Exercise objective: For the data below, report only the number of lines containing the string "that".

Record set:
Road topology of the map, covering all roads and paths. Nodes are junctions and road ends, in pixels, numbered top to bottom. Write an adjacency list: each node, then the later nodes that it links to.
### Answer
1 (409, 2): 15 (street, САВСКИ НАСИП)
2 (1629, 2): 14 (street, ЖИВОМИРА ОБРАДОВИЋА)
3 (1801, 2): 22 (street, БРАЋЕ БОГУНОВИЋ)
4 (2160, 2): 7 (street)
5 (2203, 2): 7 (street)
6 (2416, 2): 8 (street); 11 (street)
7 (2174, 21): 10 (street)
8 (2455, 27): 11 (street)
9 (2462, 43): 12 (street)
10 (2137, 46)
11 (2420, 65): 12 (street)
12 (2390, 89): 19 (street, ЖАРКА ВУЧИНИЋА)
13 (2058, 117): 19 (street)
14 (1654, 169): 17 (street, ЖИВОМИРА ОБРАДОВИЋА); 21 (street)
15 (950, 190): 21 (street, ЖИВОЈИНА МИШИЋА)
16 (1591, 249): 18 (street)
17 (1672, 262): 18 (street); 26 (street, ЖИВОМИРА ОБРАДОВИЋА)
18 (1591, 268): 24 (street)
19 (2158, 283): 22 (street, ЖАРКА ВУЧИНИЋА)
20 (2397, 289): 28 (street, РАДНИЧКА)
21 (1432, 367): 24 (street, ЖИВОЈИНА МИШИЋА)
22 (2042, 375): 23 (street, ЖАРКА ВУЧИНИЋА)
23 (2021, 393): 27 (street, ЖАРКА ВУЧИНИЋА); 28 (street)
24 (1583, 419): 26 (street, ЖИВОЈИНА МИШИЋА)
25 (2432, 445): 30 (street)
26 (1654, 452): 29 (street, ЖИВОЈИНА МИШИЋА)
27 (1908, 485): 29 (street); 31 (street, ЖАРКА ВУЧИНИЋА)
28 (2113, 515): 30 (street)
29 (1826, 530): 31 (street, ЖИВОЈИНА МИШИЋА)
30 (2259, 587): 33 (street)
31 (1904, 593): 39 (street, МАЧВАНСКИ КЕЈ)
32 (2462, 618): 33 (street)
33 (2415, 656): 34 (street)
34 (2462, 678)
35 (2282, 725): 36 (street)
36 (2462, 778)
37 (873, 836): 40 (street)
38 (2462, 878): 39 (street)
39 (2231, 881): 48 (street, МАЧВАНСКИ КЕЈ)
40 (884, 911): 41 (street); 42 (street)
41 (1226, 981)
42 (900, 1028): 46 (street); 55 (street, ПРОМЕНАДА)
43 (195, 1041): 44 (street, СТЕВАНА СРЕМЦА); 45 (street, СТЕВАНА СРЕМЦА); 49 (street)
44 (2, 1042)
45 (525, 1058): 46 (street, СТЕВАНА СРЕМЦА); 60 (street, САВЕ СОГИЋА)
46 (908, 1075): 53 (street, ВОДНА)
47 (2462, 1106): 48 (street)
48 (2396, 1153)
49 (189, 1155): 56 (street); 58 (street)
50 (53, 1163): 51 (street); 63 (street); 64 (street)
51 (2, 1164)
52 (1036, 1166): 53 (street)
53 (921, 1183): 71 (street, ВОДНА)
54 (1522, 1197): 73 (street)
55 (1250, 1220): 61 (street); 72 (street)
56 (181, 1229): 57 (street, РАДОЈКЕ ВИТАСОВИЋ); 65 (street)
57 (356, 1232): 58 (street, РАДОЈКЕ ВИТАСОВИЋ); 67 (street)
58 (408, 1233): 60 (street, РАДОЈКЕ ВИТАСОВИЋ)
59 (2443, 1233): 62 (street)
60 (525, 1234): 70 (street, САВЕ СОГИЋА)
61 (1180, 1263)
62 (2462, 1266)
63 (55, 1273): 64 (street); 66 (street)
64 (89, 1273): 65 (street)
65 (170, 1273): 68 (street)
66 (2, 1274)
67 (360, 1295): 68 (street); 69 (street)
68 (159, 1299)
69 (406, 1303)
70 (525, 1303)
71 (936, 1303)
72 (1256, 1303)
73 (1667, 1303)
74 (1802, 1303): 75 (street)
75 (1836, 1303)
* * *
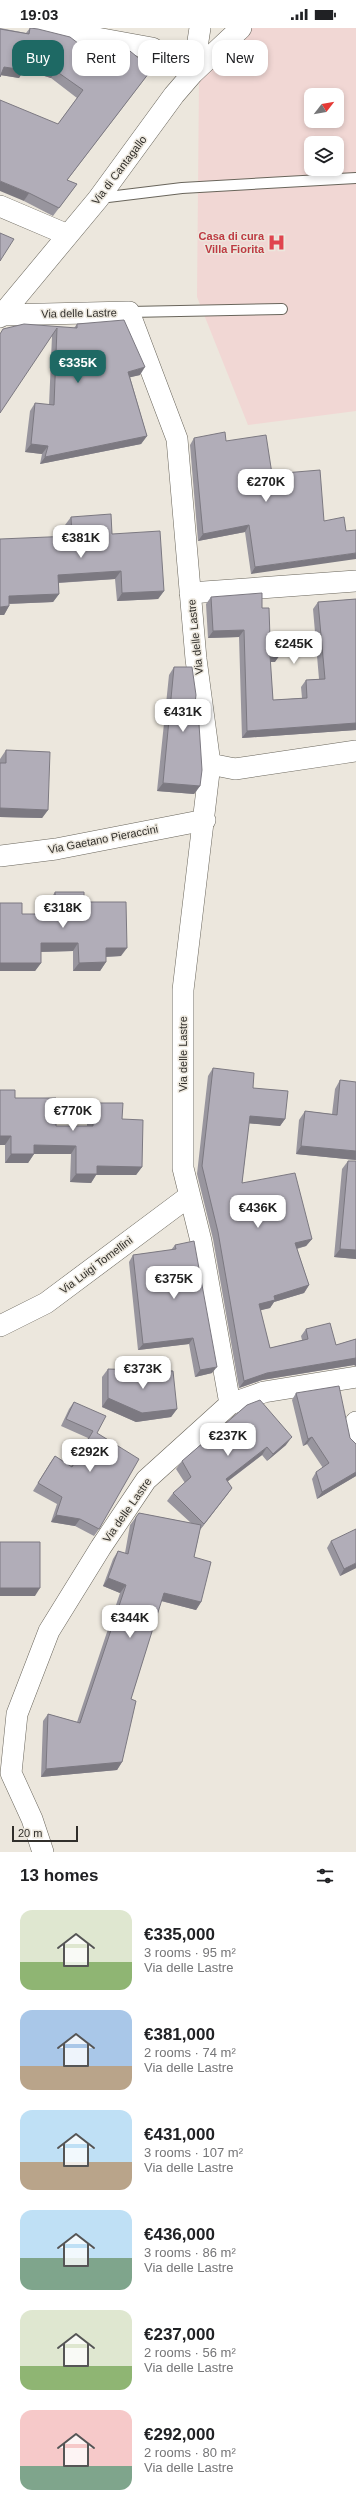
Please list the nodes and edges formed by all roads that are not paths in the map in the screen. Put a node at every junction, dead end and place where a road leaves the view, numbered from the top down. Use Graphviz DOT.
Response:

Exercise output: 2